## WORK INSTRUCTIONS
Repeat the records. Match each character exactly.

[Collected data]
++++++++++++++++++++
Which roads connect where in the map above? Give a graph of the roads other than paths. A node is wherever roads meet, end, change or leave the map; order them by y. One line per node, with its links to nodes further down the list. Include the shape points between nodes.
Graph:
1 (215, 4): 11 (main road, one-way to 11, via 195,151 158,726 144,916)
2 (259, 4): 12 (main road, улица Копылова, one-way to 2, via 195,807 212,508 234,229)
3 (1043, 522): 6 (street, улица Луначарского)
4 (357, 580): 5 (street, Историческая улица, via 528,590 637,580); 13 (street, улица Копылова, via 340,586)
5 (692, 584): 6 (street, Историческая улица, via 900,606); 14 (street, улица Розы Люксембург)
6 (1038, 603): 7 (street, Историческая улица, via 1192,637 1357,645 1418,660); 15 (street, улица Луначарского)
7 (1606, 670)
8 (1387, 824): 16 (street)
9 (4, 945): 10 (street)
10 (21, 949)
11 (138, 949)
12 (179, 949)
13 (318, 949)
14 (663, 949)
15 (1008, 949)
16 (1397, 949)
++++++++++++++++++++
## REPLY
Which roads connect where in the map above? Give a graph of the roads other than paths. A node is wherever roads meet, end, change or leave the map; order them by y. One line per node, with its links to nodes further down the list. Include the shape points between nodes.
Graph:
1 (215, 4): 11 (main road, one-way to 11, via 195,151 158,726 144,916)
2 (259, 4): 12 (main road, улица Копылова, one-way to 2, via 195,807 212,508 234,229)
3 (1043, 522): 6 (street, улица Луначарского)
4 (357, 580): 5 (street, Историческая улица, via 528,590 637,580); 13 (street, улица Копылова, via 340,586)
5 (692, 584): 6 (street, Историческая улица, via 900,606); 14 (street, улица Розы Люксембург)
6 (1038, 603): 7 (street, Историческая улица, via 1192,637 1357,645 1418,660); 15 (street, улица Луначарского)
7 (1606, 670)
8 (1387, 824): 16 (street)
9 (4, 945): 10 (street)
10 (21, 949)
11 (138, 949)
12 (179, 949)
13 (318, 949)
14 (663, 949)
15 (1008, 949)
16 (1397, 949)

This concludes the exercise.